Talvez você devesse conversar com alguém é um livro de memórias da psicoterapeuta e autora Lori Gottlieb. Há cinco personagens principais em Talvez você devesse conversar com alguém, cujas histórias se entrelaçam com a narrativa da própria Lori sobre seu rompimento e seu tempo em psicoterapia.
Leia sobre os principais personagens de Talvez você devesse conversar com alguém e como suas histórias se desenrolaram ao longo do livro.
Talvez você devesse conversar com alguém Personagens
Talvez você devesse conversar com alguém é um livro de memórias de Lori Gottlieb, autora e terapeuta, sobre um momento particularmente difícil em sua vida — uma época em que ela mesma procurou terapia — e as dificuldades comuns que as pessoas enfrentam. Há cinco personagens principais em Talvez você devesse conversar com alguém, cujos problemas estão de alguma forma relacionados aos problemas de Lori.
João, o Idiota
John é um dos pacientes de Lori. Ele é um figurão da indústria televisiva que sofre de problemas de raiva e acha que todas as pessoas que conhece — incluindo sua esposa — são estúpidas. As únicas coisas pelas quais ele parece nutrir afeto genuíno são suas duas filhas e o cachorro da família. Seus problemas ecoam o sentimento de perda de Lori e seu medo de deixar que os outros a magoem.
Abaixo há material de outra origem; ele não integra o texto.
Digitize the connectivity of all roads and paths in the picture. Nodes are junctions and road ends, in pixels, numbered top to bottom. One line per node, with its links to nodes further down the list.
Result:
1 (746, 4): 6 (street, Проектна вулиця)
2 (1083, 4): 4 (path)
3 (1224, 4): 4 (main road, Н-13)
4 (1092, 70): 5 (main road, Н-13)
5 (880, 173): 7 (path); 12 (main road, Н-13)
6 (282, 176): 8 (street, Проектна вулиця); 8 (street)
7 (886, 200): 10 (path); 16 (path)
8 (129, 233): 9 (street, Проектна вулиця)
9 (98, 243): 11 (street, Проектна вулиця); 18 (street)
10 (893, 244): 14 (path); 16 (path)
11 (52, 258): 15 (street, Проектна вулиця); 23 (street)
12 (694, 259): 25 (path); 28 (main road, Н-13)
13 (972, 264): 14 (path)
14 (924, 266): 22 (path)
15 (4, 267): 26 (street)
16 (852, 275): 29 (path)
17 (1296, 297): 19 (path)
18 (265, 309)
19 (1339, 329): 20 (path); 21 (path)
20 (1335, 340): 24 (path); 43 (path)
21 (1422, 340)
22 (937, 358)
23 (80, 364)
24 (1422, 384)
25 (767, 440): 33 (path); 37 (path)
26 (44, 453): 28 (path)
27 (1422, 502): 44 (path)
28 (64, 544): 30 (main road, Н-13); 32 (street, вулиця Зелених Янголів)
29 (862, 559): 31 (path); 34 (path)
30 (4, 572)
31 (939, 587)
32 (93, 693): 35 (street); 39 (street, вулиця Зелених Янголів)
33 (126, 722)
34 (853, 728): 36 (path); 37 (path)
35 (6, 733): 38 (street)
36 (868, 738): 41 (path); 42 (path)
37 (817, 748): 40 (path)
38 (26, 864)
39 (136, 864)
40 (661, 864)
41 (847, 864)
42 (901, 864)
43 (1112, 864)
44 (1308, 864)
John procura Lori pela primeira vez porque está com dificuldades para dormir. Ele é agressivo e rude, e descaradamente desrespeita as regras de Lori sobre terapia: usa o celular durante as sessões e pede comida para comer enquanto conversam. Ele é emocionalmente distante, insultuoso e culpa todos, menos a si mesmo, por seus problemas. Lori acaba percebendo que isso é um mecanismo de defesa: se tudo é culpa de outra pessoa, John não precisa fazer o trabalho árduo de olhar para dentro de si mesmo e mudar.
Leva meses de trabalho, mas finalmente Lori descobre que John também tinha um filho pequeno chamado Gabe. Gabe morreu em um acidente de carro pelo qual John culpava alternadamente a si mesmo e à sua esposa, embora tenha se revelado que o motorista que os atropelou estava bêbado. Desde então, John tentou reprimir seus sentimentos e continuar trabalhando para sustentar a si mesmo e sua família. Embora tenha sido muito bem-sucedido profissionalmente, isso teve um impacto negativo em seu estado emocional e em sua vida familiar.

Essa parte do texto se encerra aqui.